Available data below:

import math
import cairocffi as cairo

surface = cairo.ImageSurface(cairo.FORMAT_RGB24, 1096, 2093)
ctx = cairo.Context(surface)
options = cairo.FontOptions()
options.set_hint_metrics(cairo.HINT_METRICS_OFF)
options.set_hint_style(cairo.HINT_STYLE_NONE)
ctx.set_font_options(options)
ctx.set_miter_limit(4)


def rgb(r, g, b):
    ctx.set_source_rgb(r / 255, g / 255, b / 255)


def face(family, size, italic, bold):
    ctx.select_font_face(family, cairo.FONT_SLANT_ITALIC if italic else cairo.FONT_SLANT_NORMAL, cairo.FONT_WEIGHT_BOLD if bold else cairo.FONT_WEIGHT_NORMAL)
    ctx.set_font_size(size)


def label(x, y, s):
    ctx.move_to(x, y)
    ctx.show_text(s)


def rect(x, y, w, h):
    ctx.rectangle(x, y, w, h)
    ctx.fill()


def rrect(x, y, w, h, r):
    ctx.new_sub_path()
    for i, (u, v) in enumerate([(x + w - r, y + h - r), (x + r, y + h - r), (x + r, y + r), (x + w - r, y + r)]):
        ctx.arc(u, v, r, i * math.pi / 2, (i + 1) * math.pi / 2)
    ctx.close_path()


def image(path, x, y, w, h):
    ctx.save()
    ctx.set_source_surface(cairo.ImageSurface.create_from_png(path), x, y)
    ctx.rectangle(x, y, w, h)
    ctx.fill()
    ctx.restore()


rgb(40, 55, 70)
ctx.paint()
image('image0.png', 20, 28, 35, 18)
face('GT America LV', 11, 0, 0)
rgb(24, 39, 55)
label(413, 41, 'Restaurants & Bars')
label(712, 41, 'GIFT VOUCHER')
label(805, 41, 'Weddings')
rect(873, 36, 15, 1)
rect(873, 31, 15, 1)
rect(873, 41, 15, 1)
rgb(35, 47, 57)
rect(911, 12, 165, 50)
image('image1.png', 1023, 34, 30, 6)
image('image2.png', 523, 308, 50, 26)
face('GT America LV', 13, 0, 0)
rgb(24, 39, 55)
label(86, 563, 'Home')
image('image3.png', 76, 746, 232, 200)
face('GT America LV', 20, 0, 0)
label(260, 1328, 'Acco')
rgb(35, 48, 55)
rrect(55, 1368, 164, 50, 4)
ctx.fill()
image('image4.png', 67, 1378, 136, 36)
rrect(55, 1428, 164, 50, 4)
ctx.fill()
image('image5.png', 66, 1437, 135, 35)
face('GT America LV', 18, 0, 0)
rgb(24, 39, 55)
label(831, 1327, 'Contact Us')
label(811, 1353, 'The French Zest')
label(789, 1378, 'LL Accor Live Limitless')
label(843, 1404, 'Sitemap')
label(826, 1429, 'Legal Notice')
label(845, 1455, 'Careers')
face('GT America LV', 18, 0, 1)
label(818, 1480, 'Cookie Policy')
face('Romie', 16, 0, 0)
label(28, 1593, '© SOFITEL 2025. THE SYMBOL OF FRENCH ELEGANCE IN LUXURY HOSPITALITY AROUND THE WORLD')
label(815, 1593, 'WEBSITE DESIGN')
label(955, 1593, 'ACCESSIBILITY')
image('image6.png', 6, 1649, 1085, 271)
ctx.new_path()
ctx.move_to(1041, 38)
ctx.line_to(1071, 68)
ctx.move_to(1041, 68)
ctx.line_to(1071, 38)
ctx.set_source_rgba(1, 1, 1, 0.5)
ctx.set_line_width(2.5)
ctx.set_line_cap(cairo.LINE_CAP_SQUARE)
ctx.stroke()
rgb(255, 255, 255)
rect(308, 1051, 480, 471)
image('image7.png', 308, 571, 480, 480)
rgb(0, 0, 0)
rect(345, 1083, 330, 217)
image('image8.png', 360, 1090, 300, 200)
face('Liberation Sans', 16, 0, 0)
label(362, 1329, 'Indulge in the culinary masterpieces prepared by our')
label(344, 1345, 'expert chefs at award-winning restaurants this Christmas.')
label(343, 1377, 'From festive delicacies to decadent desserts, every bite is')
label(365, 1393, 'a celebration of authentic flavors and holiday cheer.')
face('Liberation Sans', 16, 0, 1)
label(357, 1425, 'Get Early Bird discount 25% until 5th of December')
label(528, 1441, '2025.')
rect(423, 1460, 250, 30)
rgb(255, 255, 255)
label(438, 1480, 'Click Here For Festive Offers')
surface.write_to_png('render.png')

End of Available data.

What the task requires | Among the entries above, the lines between the ones containing "import cairocffi as cairo" and "ctx.new_sub_path()", inclusive, are to be transcribed exactly. No other line is to be given.

Response for this exercise |
import cairocffi as cairo

surface = cairo.ImageSurface(cairo.FORMAT_RGB24, 1096, 2093)
ctx = cairo.Context(surface)
options = cairo.FontOptions()
options.set_hint_metrics(cairo.HINT_METRICS_OFF)
options.set_hint_style(cairo.HINT_STYLE_NONE)
ctx.set_font_options(options)
ctx.set_miter_limit(4)


def rgb(r, g, b):
    ctx.set_source_rgb(r / 255, g / 255, b / 255)


def face(family, size, italic, bold):
    ctx.select_font_face(family, cairo.FONT_SLANT_ITALIC if italic else cairo.FONT_SLANT_NORMAL, cairo.FONT_WEIGHT_BOLD if bold else cairo.FONT_WEIGHT_NORMAL)
    ctx.set_font_size(size)


def label(x, y, s):
    ctx.move_to(x, y)
    ctx.show_text(s)


def rect(x, y, w, h):
    ctx.rectangle(x, y, w, h)
    ctx.fill()


def rrect(x, y, w, h, r):
    ctx.new_sub_path()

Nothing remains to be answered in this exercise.